I'd happily live there myself, but I haven't shown how it would work. Michael
Albert has been slightly miffed to have his utopia encounter the opposite reponse.
Most critics, he says, admit that it would work. They just wouldn't like to live
there. Although Albert and his colleague Robin Hahnel have tried to answer their
critics, it still looks to me as schoolmarmish an anarchy as Le Guin's Annares.

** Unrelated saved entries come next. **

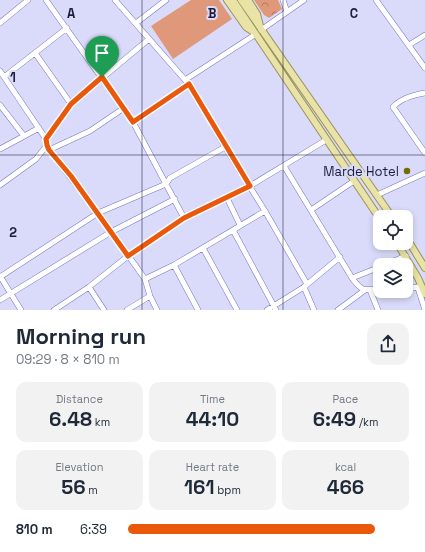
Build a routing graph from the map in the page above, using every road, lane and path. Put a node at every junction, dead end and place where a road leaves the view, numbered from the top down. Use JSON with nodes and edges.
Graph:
{"nodes":[{"id":1,"x":28,"y":0,"type":"edge"},
{"id":2,"x":46,"y":0,"type":"edge"},
{"id":3,"x":115,"y":0,"type":"edge"},
{"id":4,"x":166,"y":0,"type":"edge"},
{"id":5,"x":227,"y":0,"type":"edge"},
{"id":6,"x":233,"y":0,"type":"edge"},
{"id":7,"x":240,"y":0,"type":"edge"},
{"id":8,"x":248,"y":0,"type":"edge"},
{"id":9,"x":283,"y":0,"type":"edge"},
{"id":10,"x":304,"y":0,"type":"edge"},
{"id":11,"x":376,"y":0,"type":"edge"},
{"id":12,"x":287,"y":12,"type":"junction"},
{"id":13,"x":0,"y":23,"type":"edge"},
{"id":14,"x":136,"y":23,"type":"junction"},
{"id":15,"x":67,"y":28,"type":"junction"},
{"id":16,"x":259,"y":32,"type":"junction"},
{"id":17,"x":425,"y":34,"type":"edge"},
{"id":18,"x":149,"y":39,"type":"junction"},
{"id":19,"x":409,"y":45,"type":"junction"},
{"id":20,"x":35,"y":53,"type":"junction"},
{"id":21,"x":425,"y":68,"type":"edge"},
{"id":22,"x":0,"y":71,"type":"edge"},
{"id":23,"x":4,"y":77,"type":"junction"},
{"id":24,"x":102,"y":77,"type":"junction"},
{"id":25,"x":187,"y":82,"type":"junction"},
{"id":26,"x":425,"y":93,"type":"edge"},
{"id":27,"x":71,"y":104,"type":"junction"},
{"id":28,"x":0,"y":105,"type":"edge"},
{"id":29,"x":124,"y":108,"type":"junction"},
{"id":30,"x":133,"y":122,"type":"junction"},
{"id":31,"x":39,"y":128,"type":"junction"},
{"id":32,"x":24,"y":136,"type":"junction"},
{"id":33,"x":46,"y":139,"type":"junction"},
{"id":34,"x":326,"y":140,"type":"junction"},
{"id":35,"x":225,"y":147,"type":"junction"},
{"id":36,"x":48,"y":148,"type":"junction"},
{"id":37,"x":0,"y":149,"type":"edge"},
{"id":38,"x":425,"y":153,"type":"edge"},
{"id":39,"x":284,"y":166,"type":"junction"},
{"id":40,"x":425,"y":173,"type":"edge"},
{"id":41,"x":354,"y":181,"type":"junction"},
{"id":42,"x":166,"y":184,"type":"junction"},
{"id":43,"x":0,"y":185,"type":"edge"},
{"id":44,"x":250,"y":186,"type":"junction"},
{"id":45,"x":377,"y":195,"type":"junction"},
{"id":46,"x":227,"y":198,"type":"junction"},
{"id":47,"x":175,"y":199,"type":"junction"},
{"id":48,"x":311,"y":210,"type":"junction"},
{"id":49,"x":374,"y":210,"type":"edge"},
{"id":50,"x":387,"y":210,"type":"edge"},
{"id":51,"x":265,"y":211,"type":"junction"},
{"id":52,"x":98,"y":213,"type":"junction"},
{"id":53,"x":184,"y":218,"type":"junction"},
{"id":54,"x":240,"y":225,"type":"junction"},
{"id":55,"x":233,"y":230,"type":"junction"},
{"id":56,"x":111,"y":232,"type":"junction"},
{"id":57,"x":203,"y":248,"type":"junction"},
{"id":58,"x":413,"y":248,"type":"edge"},
{"id":59,"x":402,"y":250,"type":"edge"},
{"id":60,"x":128,"y":256,"type":"junction"},
{"id":61,"x":406,"y":256,"type":"junction"},
{"id":62,"x":340,"y":257,"type":"junction"},
{"id":63,"x":401,"y":258,"type":"edge"},
{"id":64,"x":174,"y":265,"type":"junction"},
{"id":65,"x":425,"y":268,"type":"edge"},
{"id":66,"x":373,"y":270,"type":"edge"},
{"id":67,"x":0,"y":277,"type":"edge"},
{"id":68,"x":352,"y":278,"type":"junction"},
{"id":69,"x":145,"y":279,"type":"junction"},
{"id":70,"x":306,"y":286,"type":"junction"},
{"id":71,"x":420,"y":286,"type":"junction"},
{"id":72,"x":89,"y":287,"type":"junction"},
{"id":73,"x":413,"y":287,"type":"edge"},
{"id":74,"x":368,"y":290,"type":"junction"},
{"id":75,"x":373,"y":290,"type":"edge"},
{"id":76,"x":10,"y":294,"type":"junction"},
{"id":77,"x":425,"y":294,"type":"edge"},
{"id":78,"x":150,"y":296,"type":"junction"},
{"id":79,"x":0,"y":300,"type":"edge"},
{"id":80,"x":275,"y":308,"type":"edge"},
{"id":81,"x":344,"y":308,"type":"edge"},
{"id":82,"x":130,"y":309,"type":"edge"},
{"id":83,"x":21,"y":310,"type":"edge"},
{"id":84,"x":54,"y":310,"type":"edge"},
{"id":85,"x":104,"y":310,"type":"edge"},
{"id":86,"x":156,"y":310,"type":"edge"},
{"id":87,"x":198,"y":310,"type":"edge"},
{"id":88,"x":237,"y":310,"type":"edge"},
{"id":89,"x":268,"y":310,"type":"edge"},
{"id":90,"x":314,"y":310,"type":"edge"},
{"id":91,"x":338,"y":310,"type":"edge"},
{"id":92,"x":378,"y":310,"type":"edge"},
{"id":93,"x":424,"y":310,"type":"edge"}],
"edges":[{"from":1,"to":13,"type":"street"},
{"from":2,"to":15,"type":"street"},
{"from":3,"to":14,"type":"street"},
{"from":4,"to":14,"type":"street"},
{"from":5,"to":16,"type":"main road"},
{"from":6,"to":16,"type":"main road"},
{"from":7,"to":16,"type":"main road"},
{"from":8,"to":16,"type":"main road"},
{"from":9,"to":12,"type":"street"},
{"from":10,"to":12,"type":"street"},
{"from":11,"to":19,"type":"street"},
{"from":12,"to":16,"type":"street"},
{"from":14,"to":18,"type":"street"},
{"from":15,"to":20,"type":"street"},
{"from":15,"to":24,"type":"street"},
{"from":16,"to":25,"type":"street"},
{"from":16,"to":34,"type":"main road"},
{"from":16,"to":45,"type":"main road"},
{"from":17,"to":19,"type":"street"},
{"from":18,"to":24,"type":"street"},
{"from":18,"to":25,"type":"street"},
{"from":19,"to":21,"type":"street"},
{"from":20,"to":23,"type":"street"},
{"from":20,"to":27,"type":"street"},
{"from":22,"to":23,"type":"street"},
{"from":23,"to":31,"type":"street"},
{"from":24,"to":27,"type":"street"},
{"from":24,"to":29,"type":"street"},
{"from":25,"to":30,"type":"street"},
{"from":25,"to":35,"type":"street"},
{"from":26,"to":38,"type":"street"},
{"from":27,"to":33,"type":"street"},
{"from":28,"to":32,"type":"street"},
{"from":29,"to":30,"type":"street"},
{"from":29,"to":36,"type":"street"},
{"from":30,"to":42,"type":"street"},
{"from":31,"to":32,"type":"street"},
{"from":31,"to":33,"type":"street"},
{"from":32,"to":37,"type":"street"},
{"from":33,"to":36,"type":"street"},
{"from":34,"to":39,"type":"street"},
{"from":34,"to":41,"type":"main road"},
{"from":35,"to":42,"type":"street"},
{"from":35,"to":44,"type":"street"},
{"from":36,"to":43,"type":"street"},
{"from":36,"to":52,"type":"street"},
{"from":39,"to":44,"type":"street"},
{"from":39,"to":48,"type":"street"},
{"from":40,"to":45,"type":"street"},
{"from":41,"to":48,"type":"street"},
{"from":41,"to":49,"type":"main road"},
{"from":42,"to":47,"type":"street"},
{"from":42,"to":52,"type":"street"},
{"from":44,"to":46,"type":"street"},
{"from":44,"to":51,"type":"street"},
{"from":45,"to":50,"type":"main road"},
{"from":46,"to":53,"type":"street"},
{"from":46,"to":54,"type":"street"},
{"from":47,"to":53,"type":"street"},
{"from":47,"to":56,"type":"street"},
{"from":48,"to":62,"type":"street"},
{"from":51,"to":54,"type":"street"},
{"from":51,"to":70,"type":"street"},
{"from":52,"to":56,"type":"street"},
{"from":52,"to":67,"type":"street"},
{"from":53,"to":60,"type":"street"},
{"from":54,"to":55,"type":"street"},
{"from":55,"to":57,"type":"street"},
{"from":55,"to":80,"type":"street"},
{"from":56,"to":60,"type":"street"},
{"from":56,"to":76,"type":"street"},
{"from":57,"to":64,"type":"street"},
{"from":57,"to":88,"type":"street"},
{"from":58,"to":65,"type":"main road"},
{"from":59,"to":61,"type":"main road"},
{"from":60,"to":69,"type":"street"},
{"from":60,"to":72,"type":"street"},
{"from":61,"to":63,"type":"street"},
{"from":61,"to":71,"type":"main road"},
{"from":62,"to":68,"type":"street"},
{"from":62,"to":70,"type":"street"},
{"from":64,"to":69,"type":"street"},
{"from":64,"to":87,"type":"street"},
{"from":66,"to":68,"type":"street"},
{"from":67,"to":76,"type":"street"},
{"from":68,"to":74,"type":"street"},
{"from":69,"to":78,"type":"street"},
{"from":70,"to":80,"type":"street"},
{"from":70,"to":90,"type":"street"},
{"from":71,"to":73,"type":"street"},
{"from":71,"to":77,"type":"main road"},
{"from":71,"to":93,"type":"street"},
{"from":72,"to":84,"type":"street"},
{"from":72,"to":85,"type":"street"},
{"from":74,"to":75,"type":"street"},
{"from":74,"to":81,"type":"street"},
{"from":74,"to":92,"type":"street"},
{"from":76,"to":79,"type":"street"},
{"from":76,"to":83,"type":"street"},
{"from":78,"to":82,"type":"street"},
{"from":78,"to":86,"type":"street"},
{"from":80,"to":89,"type":"street"},
{"from":81,"to":91,"type":"street"}]}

The invisible hand of the market and the clenched fist of the revolution give
way to the pointing finger of the neighbourhood. It doesn't evade the economic
calculation problem, at least at first glance because the scheme is a market,
albeit an apparently cumbersome one. (Though my handwave detector registers a
slight disturbance in the air at the step where 'socially agreed algorithms' are
applied to work out the 'true social opportunity cost'.) It's still well
worth thinking about, especially for anyone designing a social system for a space
habitat or a generation starship (I remark, idly). One SF fan and Parecon advocate
has suggested that it fits the data for the Star Trek Federation. A revolutionary
Marxist, Joseph Green, has written a rather interesting critique of it, to which
Albert has replied. Other critiques, defences, and basic and
in-depth expositions can be found at the aforementioned Parecon site. One of its
inspirations, which I'm now itching to read, was Edward Bellamy's Looking Backward.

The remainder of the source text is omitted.